To, co zniekształciło moje spostrzeżenia, to prosty i oczywisty fakt, że grupowa konwersacja tych ludzi musi wyglądać jak orgia. Po dokładniejszych obserwacjach, widząc setkę nagich ciał, które ocierają się o siebie, całują, dotykają i pieszczą równocześnie, doszedłem do wniosku, że nie ma potrzeby próbować tego rozróżniać. Różnicy po prostu nie było.

Muszę przyznać, że posługuję się tutaj słowem „orgia”

tylko dlatego, by przekazać ogólną ideę wielu ludzi w

bliskim kontakcie. Nie lubię tego słowa, ponieważ jest zbyt obfite w podteksty. Lecz wtedy sam miałem takie skojarzenia i doznałem sporej ulgi, kiedy zobaczyłem, że to jednak nie jest orgia. Te, w których wcześniej uczestniczyłem, były nudne i bezosobowe, a ja od tych ludzi spodziewałem się czegoś więcej.

Wielu przedzierało się przez cały ten ścisk, by mnie poznać. Podchodzili pojedynczo; zawsze świadomi tego, co się dzieje, czekali na swoją kolej, by ze mną porozmawiać. Wtedy jeszcze tego nie wiedziałem. Różowa siedziała przy mnie i pomagała zrozumieć trudniejsze myśli. Stopniowo przestawałem korzystać ze słów, udzielił mi się duch widzenia i porozumienia drogą dotyku. Nikt nie uważał, że mnie poznał, dopóki nie dotknął każdej części mego ciała, więc czułem na sobie ręce przez cały czas. Nieśmiało robiłem to samo.

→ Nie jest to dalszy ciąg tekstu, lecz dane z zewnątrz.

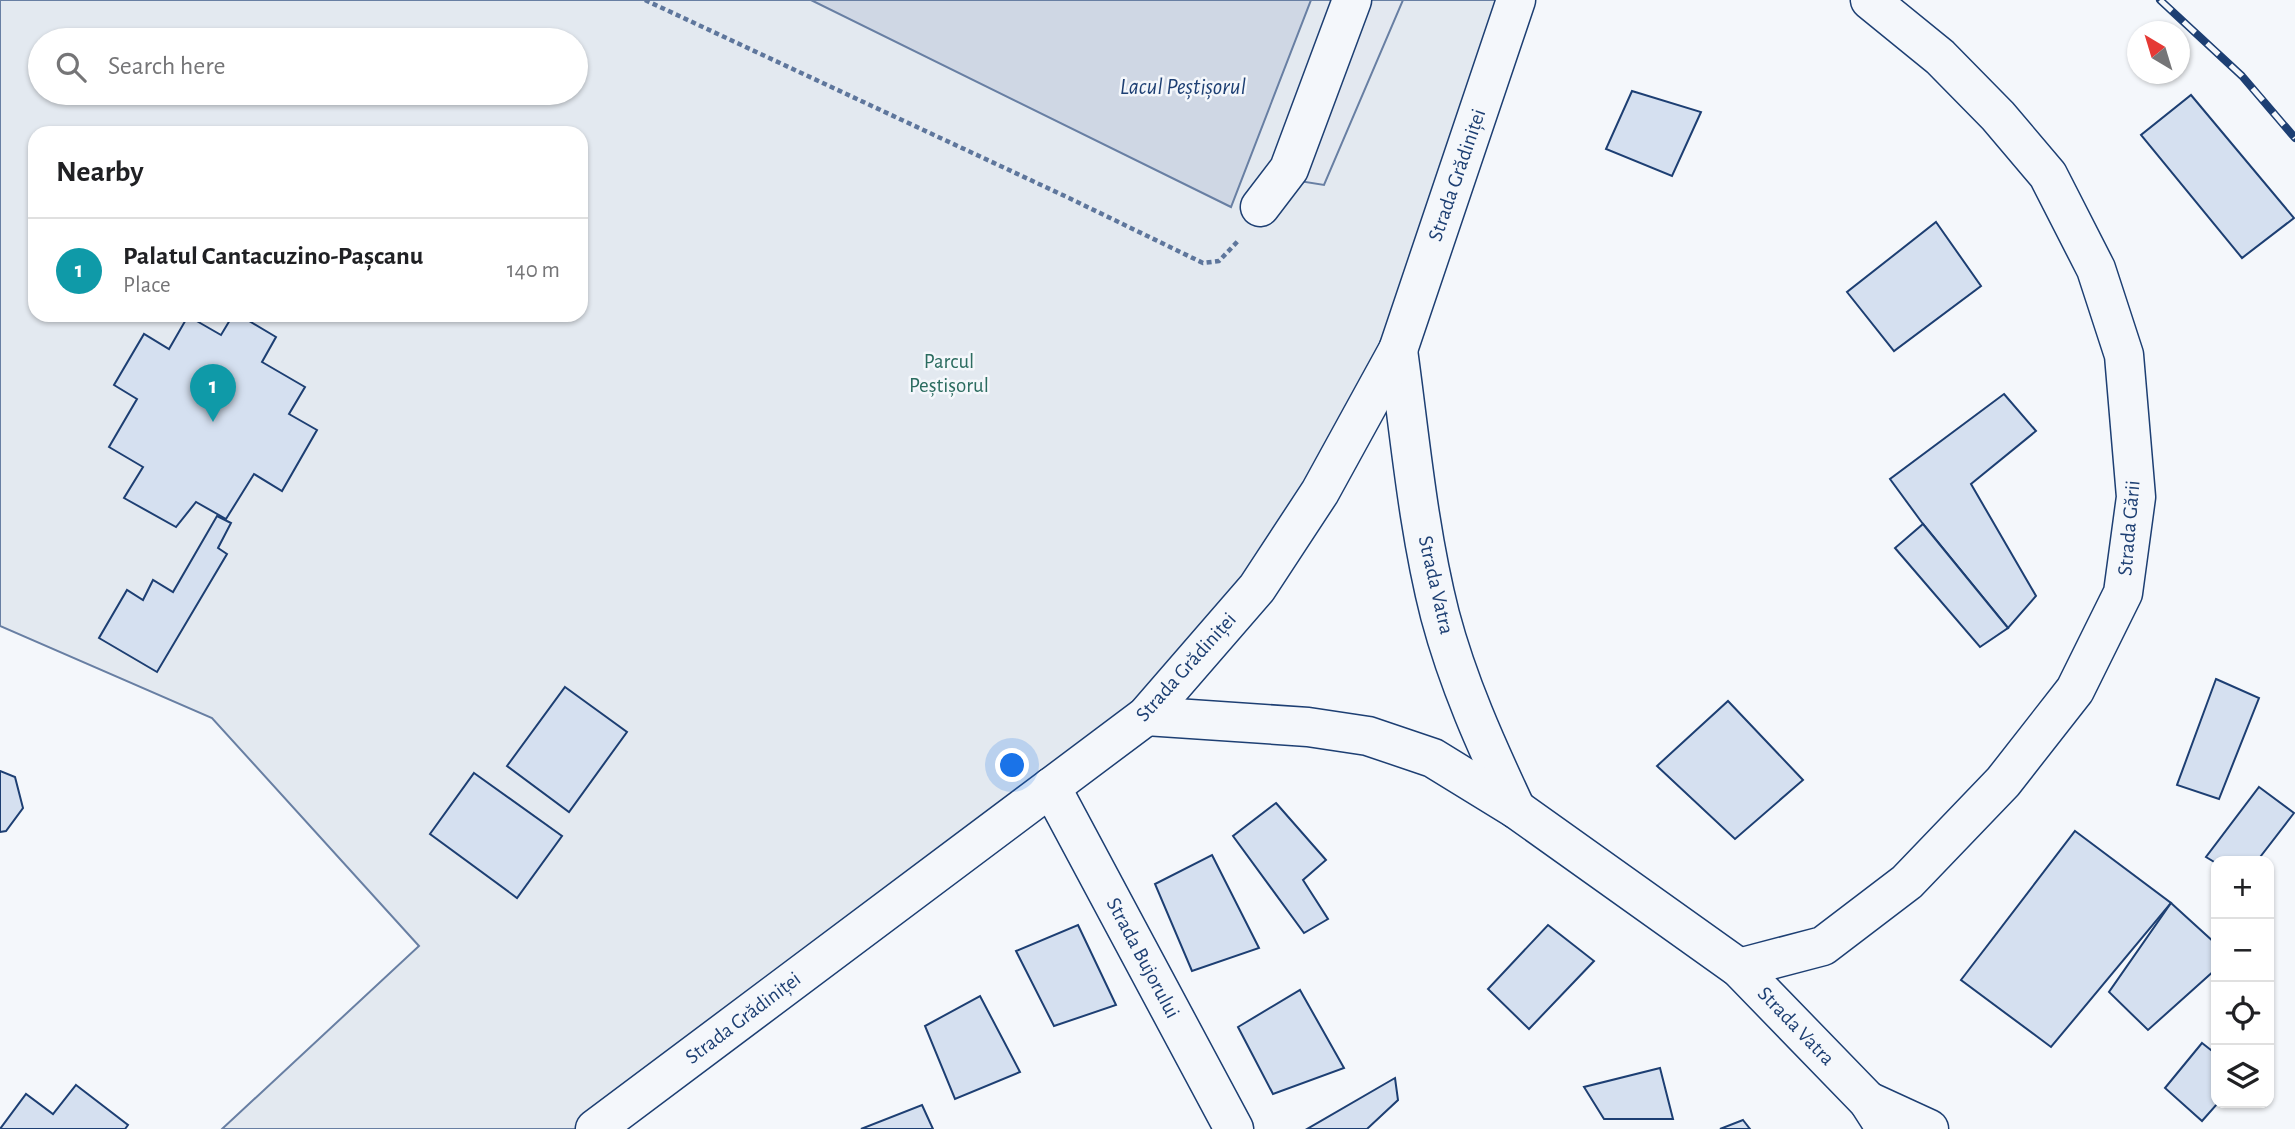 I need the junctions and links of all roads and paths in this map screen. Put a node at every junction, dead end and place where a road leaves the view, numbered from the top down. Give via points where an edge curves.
1 (645, 0) edge
2 (1352, 0) edge
3 (1516, 0) edge
4 (1870, 0) edge
5 (1260, 207) joint
6 (1398, 350) junction
7 (1146, 716) junction
8 (1051, 787) junction
9 (1516, 809) junction
10 (1739, 968) junction
11 (1877, 1115) edge
12 (595, 1129) edge
13 (1234, 1129) edge
14 (1929, 1129) edge

1 - 5 path via 1203,263 1219,261 1236,245
2 - 5 street via 1289,169
3 - 6 street, Strada Grădiniței
4 - 10 street, Strada Gării via 1940,57 2048,175 2096,269 2124,355 2136,498 2123,593 2076,690 2003,782 1907,882 1823,946
6 - 7 street, Strada Grădiniței via 1320,492 1257,588
6 - 9 street, Strada Vatra via 1418,500 1440,615 1471,713
7 - 8 street, Strada Grădiniței
7 - 9 street, Strada Vatra via 1308,727 1368,736 1433,758
8 - 12 street, Strada Grădiniței
8 - 13 street, Strada Bujorului
9 - 10 street, Strada Vatra
10 - 11 street, Strada Vatra
11 - 14 street, Strada Vatra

Przy całym tym dotykaniu szybko doznałem erekcji, co

bardzo mnie krępowało. Karciłem się za to, że nie jestem w

stanie wyłączyć z tego reakcji seksualnych, że nie potrafię

utrzymać się na tym samym poziomie reakcji intelektualnych,

o które podejrzewałem całą grupę, kiedy - ku memu wielkiemu

zdumieniu - zdałem sobie sprawę, że para obok mnie po prostu

się kocha. Robili to już od dziesięciu minut, ale wydawało

się to tak naturalne w tym otoczeniu, że widziałem to i

właściwie wcale nie widziałem.

W tej samej chwili, kiedy to zrozumiałem, już

zastanawiałem się, czy aby się nie mylę. Robili to czy nie? Poruszali się bardzo powoli i światło było słabe. Ale ona miała nogi w górze, a on spoczywał na niej - tego byłem pewien. Może to nie było najmądrzejsze z mojej strony, ale musiałem wiedzieć. Musiałem dowiedzieć się w co, u licha, wdepnąłem. Jak mogłem zachowywać się właściwie w tym towarzystwie, skoro nie rozumiałem sytuacji?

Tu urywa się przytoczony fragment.